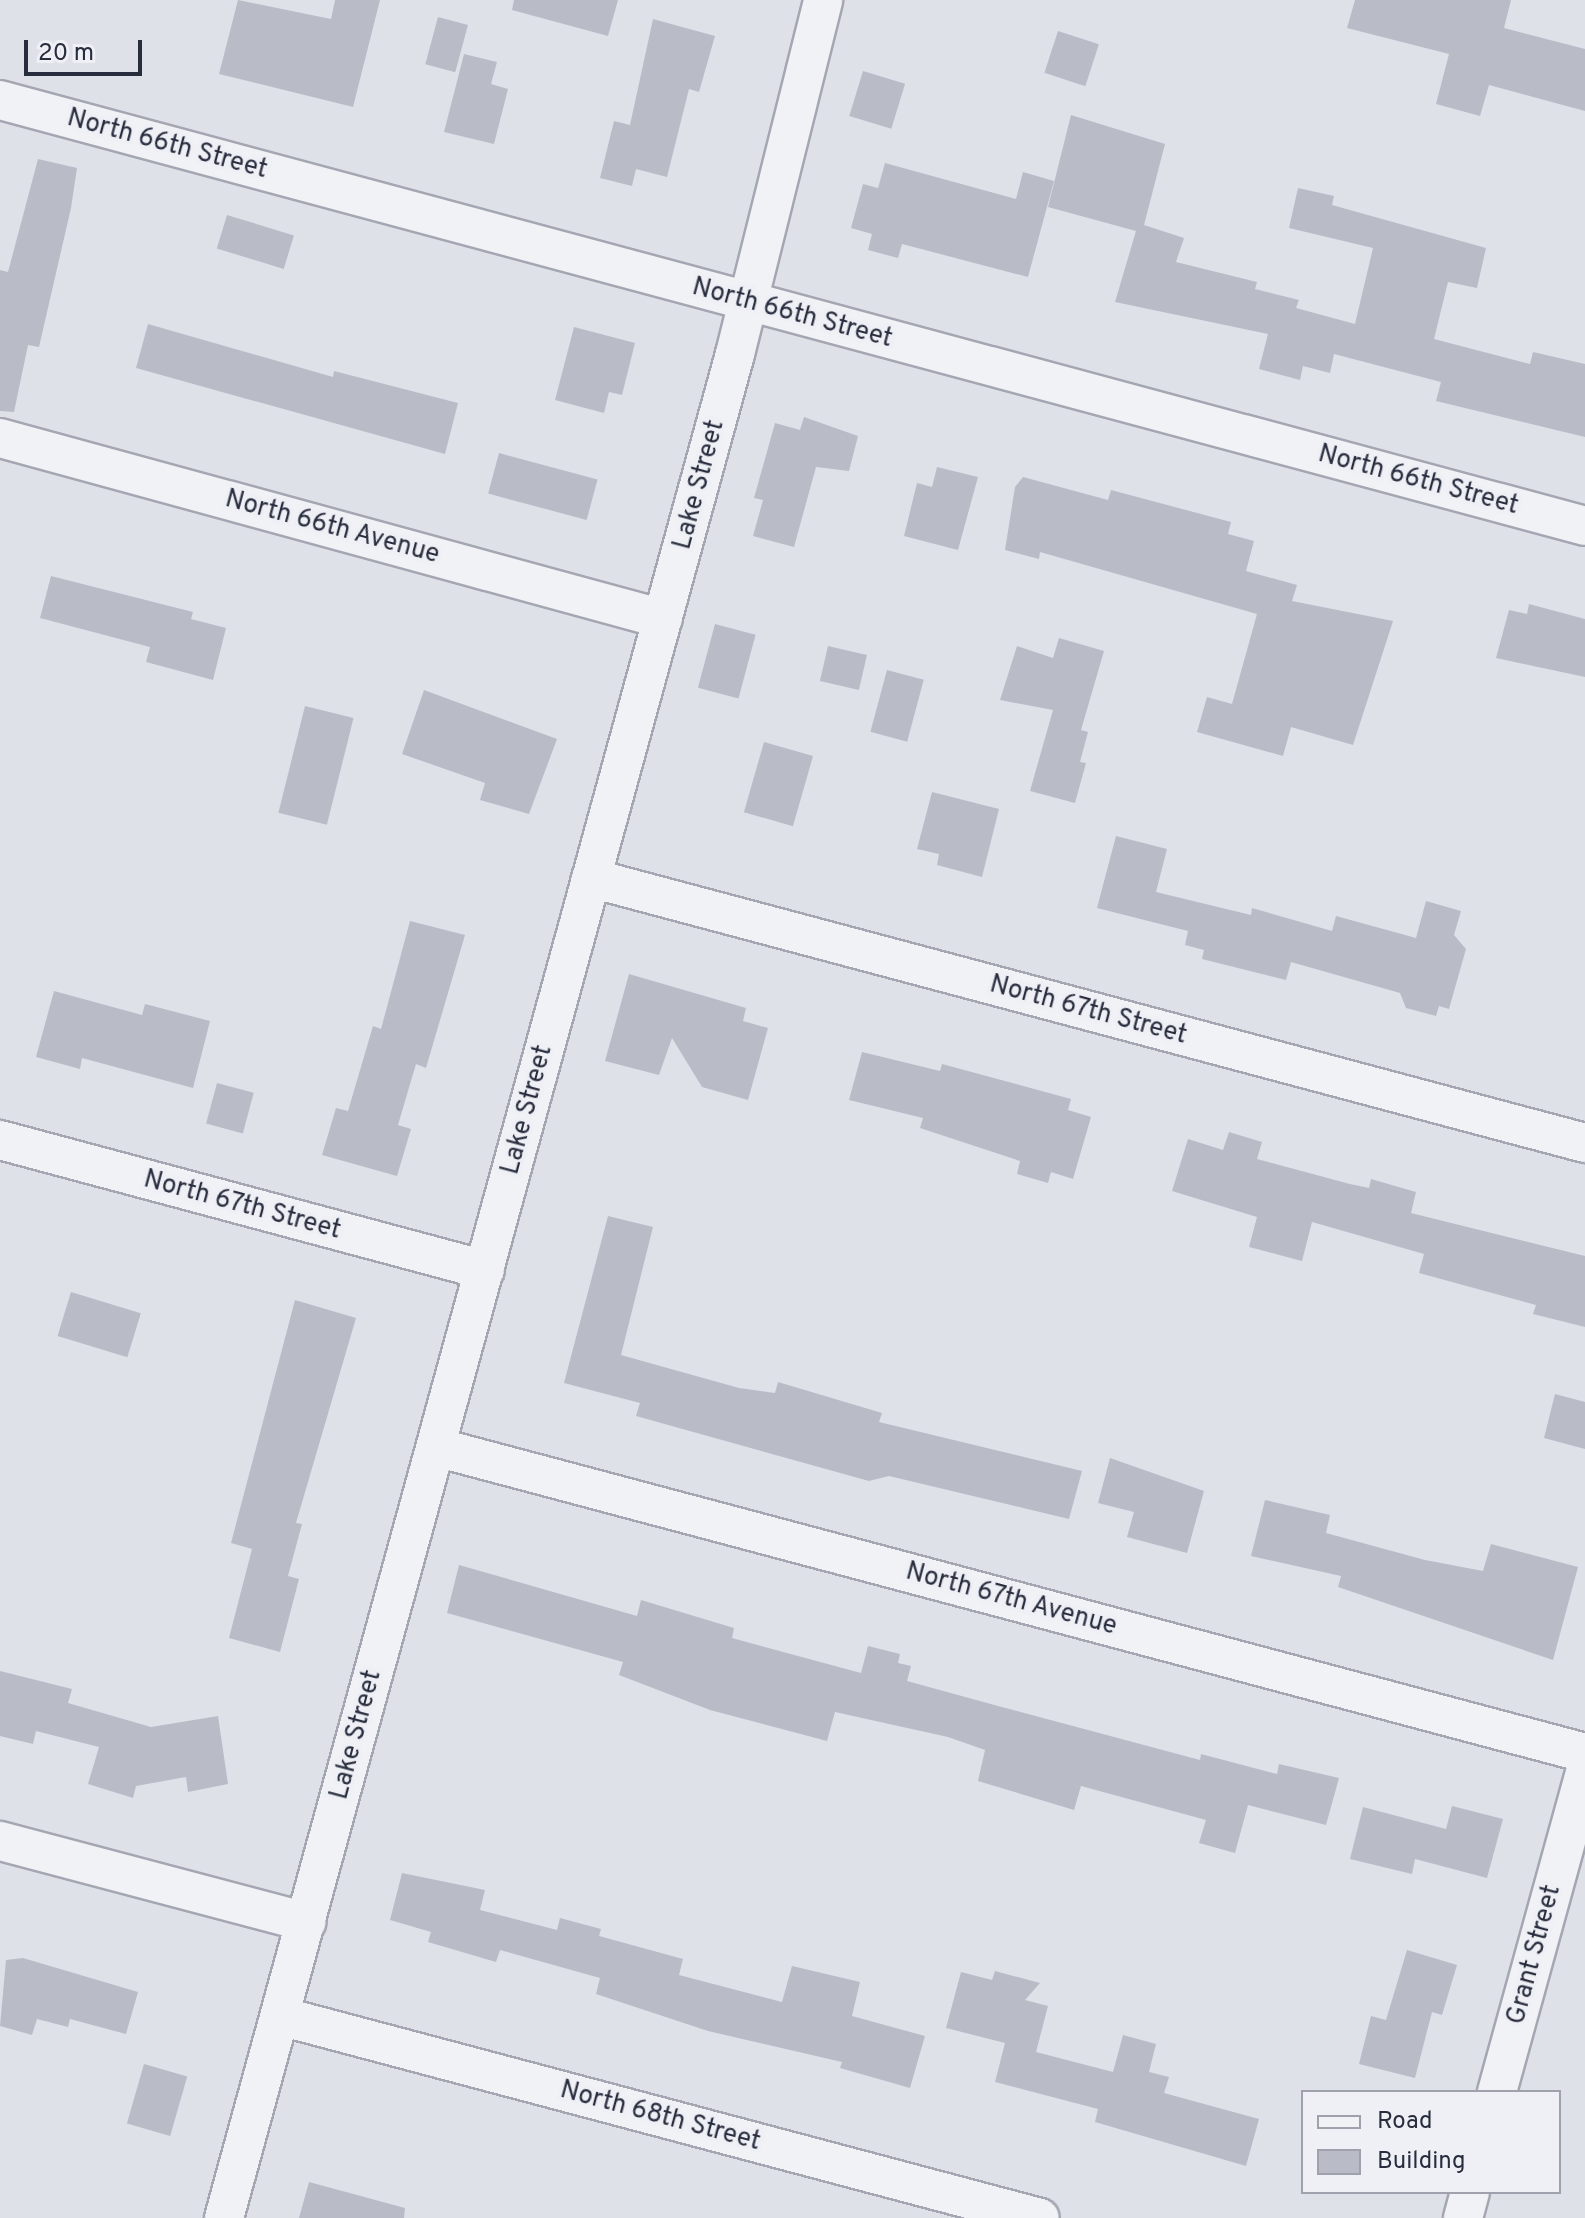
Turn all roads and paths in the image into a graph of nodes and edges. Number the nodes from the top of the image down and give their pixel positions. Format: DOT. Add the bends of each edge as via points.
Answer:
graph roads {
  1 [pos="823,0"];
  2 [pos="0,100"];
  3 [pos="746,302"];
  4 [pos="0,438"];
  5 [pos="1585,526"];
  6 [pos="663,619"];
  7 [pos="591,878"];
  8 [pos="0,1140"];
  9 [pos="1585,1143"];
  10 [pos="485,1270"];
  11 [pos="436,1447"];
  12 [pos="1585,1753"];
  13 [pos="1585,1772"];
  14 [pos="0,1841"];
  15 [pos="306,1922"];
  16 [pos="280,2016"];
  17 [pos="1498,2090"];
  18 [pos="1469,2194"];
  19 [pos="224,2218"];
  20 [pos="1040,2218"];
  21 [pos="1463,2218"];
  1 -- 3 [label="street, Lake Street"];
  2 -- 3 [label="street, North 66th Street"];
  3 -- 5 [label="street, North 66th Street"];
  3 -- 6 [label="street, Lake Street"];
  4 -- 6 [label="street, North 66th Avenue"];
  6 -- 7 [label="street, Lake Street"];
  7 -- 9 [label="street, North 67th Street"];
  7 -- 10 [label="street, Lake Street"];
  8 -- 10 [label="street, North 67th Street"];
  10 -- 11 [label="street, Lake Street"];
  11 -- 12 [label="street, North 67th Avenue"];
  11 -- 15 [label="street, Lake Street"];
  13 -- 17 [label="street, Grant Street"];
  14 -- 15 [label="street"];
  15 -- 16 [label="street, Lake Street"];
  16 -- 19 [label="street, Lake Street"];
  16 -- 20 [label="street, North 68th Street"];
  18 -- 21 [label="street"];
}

▬▬▬

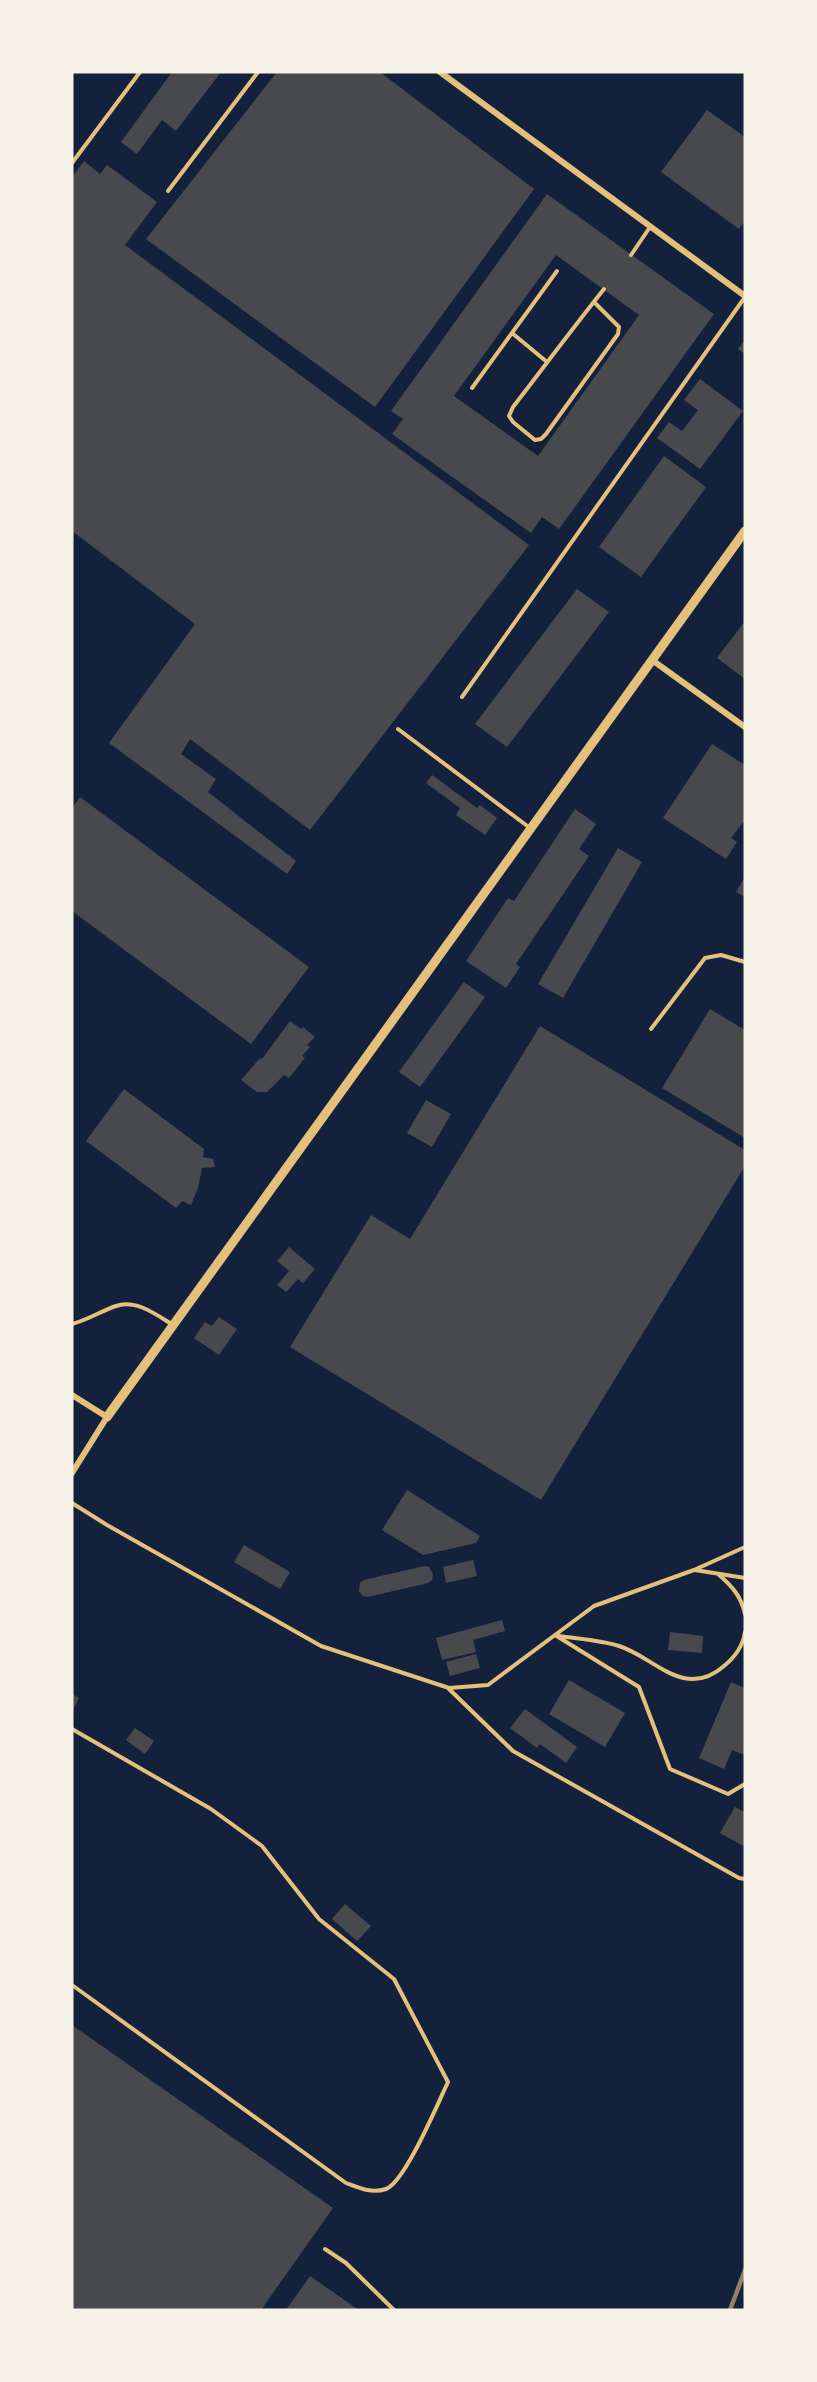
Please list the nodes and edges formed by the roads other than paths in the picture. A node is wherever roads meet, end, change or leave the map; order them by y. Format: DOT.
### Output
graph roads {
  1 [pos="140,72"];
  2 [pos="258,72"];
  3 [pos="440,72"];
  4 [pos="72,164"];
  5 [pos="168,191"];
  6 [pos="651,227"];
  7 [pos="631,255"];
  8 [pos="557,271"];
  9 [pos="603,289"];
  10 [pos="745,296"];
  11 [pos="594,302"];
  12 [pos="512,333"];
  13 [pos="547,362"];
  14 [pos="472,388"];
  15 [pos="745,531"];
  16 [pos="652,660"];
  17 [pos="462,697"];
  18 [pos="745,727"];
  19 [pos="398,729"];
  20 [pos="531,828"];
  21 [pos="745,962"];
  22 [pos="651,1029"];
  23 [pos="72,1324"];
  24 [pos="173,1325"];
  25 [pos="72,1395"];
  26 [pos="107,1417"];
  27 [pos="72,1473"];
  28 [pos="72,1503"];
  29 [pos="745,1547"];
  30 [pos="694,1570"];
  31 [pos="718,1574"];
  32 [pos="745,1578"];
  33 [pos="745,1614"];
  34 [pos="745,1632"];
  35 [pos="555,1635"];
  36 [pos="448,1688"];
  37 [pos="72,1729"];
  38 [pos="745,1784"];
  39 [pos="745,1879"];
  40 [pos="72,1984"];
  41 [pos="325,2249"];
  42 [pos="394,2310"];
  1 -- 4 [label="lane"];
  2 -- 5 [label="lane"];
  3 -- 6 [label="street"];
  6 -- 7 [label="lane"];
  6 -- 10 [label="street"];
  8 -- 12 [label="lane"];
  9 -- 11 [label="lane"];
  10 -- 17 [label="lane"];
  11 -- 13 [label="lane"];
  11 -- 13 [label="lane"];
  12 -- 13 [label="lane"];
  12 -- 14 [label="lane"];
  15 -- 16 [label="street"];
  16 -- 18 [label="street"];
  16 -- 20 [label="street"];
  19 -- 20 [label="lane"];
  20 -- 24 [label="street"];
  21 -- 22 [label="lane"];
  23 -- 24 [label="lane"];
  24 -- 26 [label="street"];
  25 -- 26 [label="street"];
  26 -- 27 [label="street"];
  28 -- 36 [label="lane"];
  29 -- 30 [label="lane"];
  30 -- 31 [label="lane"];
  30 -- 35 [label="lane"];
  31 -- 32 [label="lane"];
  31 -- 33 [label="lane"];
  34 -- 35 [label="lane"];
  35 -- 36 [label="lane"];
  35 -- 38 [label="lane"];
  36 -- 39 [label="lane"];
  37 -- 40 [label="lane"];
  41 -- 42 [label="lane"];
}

▬▬▬

The problem |
Across the data above, count every line with "Lake" in it and write only the total.

Response area |
8